I am working with human_g1k_v37.fasta which is found on the 1000genomes site, specifically: ftp://ftp.1000genomes.ebi.ac.uk/vol1/ftp/technical/reference/
I have parsed this into files of individual chromosomes.
The header for chromosome 1 looks like so:
>1 dna:chromosome chromosome:GRCh37:1:1:249250621:1
So I have an index of 1 with the rest of the data as part of the description
My understanding is this header can be explained as so:
coord_system_name = chromosome
coord_system_version = GRCh37
seq_region.name = 1
seq_region.start = 1
seq_region.length = 249250621
seq_region. strand = 1
My question is, is there anything I can do in Biopython to read these values in? I am just identifying the file I am reading as a file of type "fasta". I am wondering if I must manually parse this out splitting on colon or if functions already exist in Biopython that can do this for me?
Here is an example of the code I use to read in this file:
def read_fasta_file(filename):
handle = open(filename, "rU")
for record in SeqIO.parse(handle, fileFormat):
print("ID %s" % record.id)
print("Sequence length %i" % len(record))
print("Sequence desc %s" % record.description)
print("Sequence alphabet %s" % record.seq.alphabet)
handle.close()
Mainly to ensure its GRCh37 and which chromosome. I have seen multiple file types store "annotations", sort of like key/value pairs. I figured there may be some tools in Biopython to help me get this information from any FASTA file.
You'll have to just parse the description with a regex. If you read through the README file that describes what you downloaded, you'll see that it's mostly GRCh37, with the MT sequence changed.
Thanks. I want my program to be able to read a FASTA file and identify what chromosome(s) are in it, so it can do proper sequencing to the reference chromosome(s).

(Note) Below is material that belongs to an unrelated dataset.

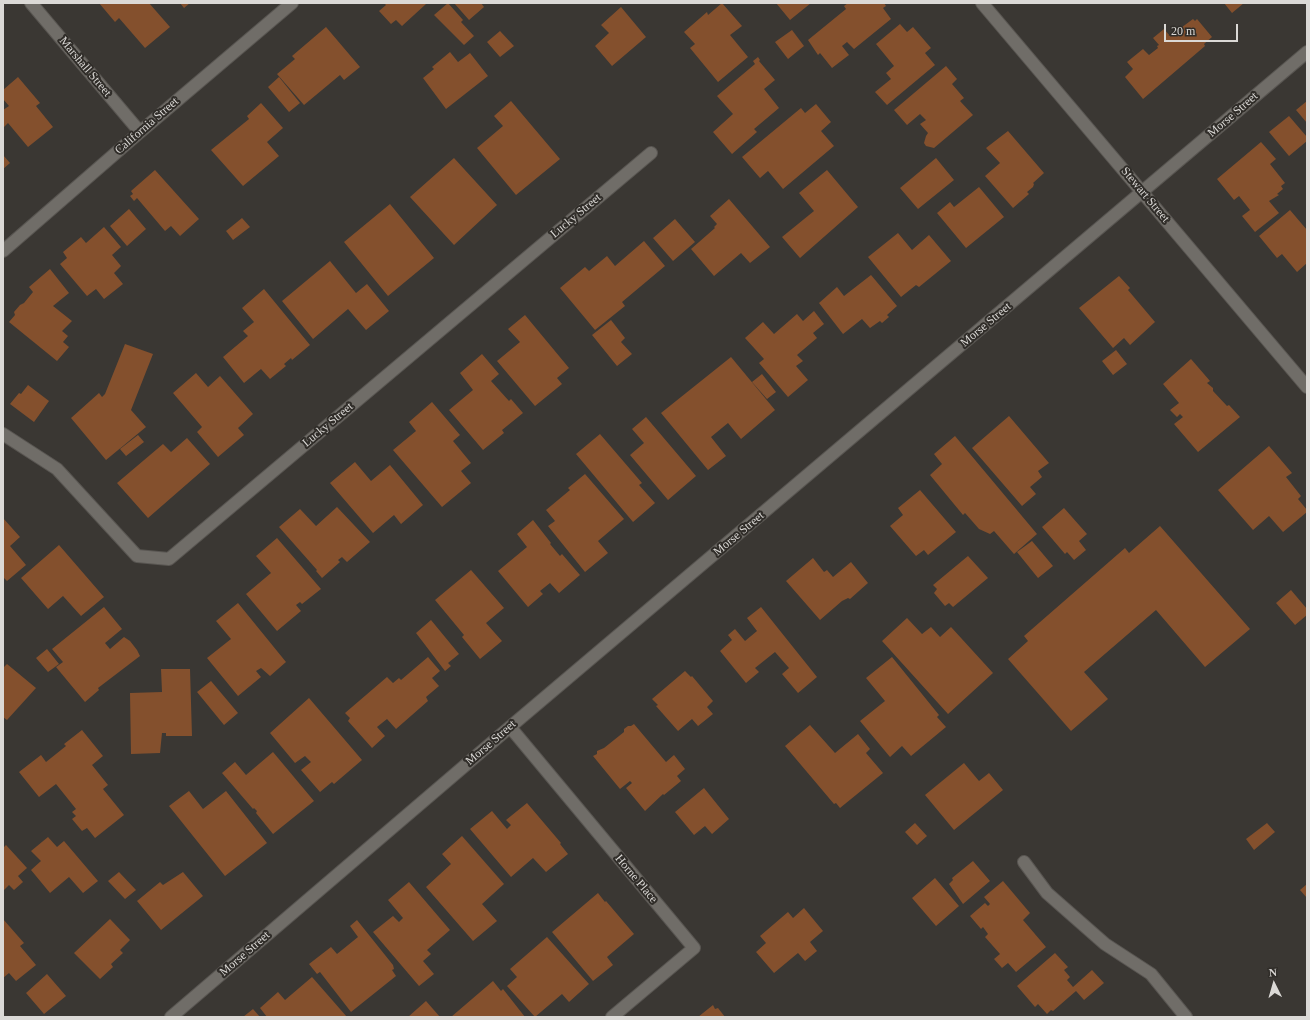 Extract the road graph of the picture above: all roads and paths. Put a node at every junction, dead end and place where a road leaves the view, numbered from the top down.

Obviously my reference chromosome has this colon delimited header. Would a typical, if there is such a term, FASTA header have a fairly standard way to identify which chromosome is being passed in? I guess I could make the assumption that anything my program is using, is Human, and I could just read the index and totally forget about the header, does that sound right?
The chromosome name is what follows the ">", so chromosome 1 in your case. The remainder of what you showed is typically not present. Don't expect anything other than a chromosome name. There is no general way to tell from a fasta file what organism it came from or what version it is.
Devon if you type in your basic reply as an answer I will mark it as answered, thank you for your help.
I just moved this stack of comments to an answer.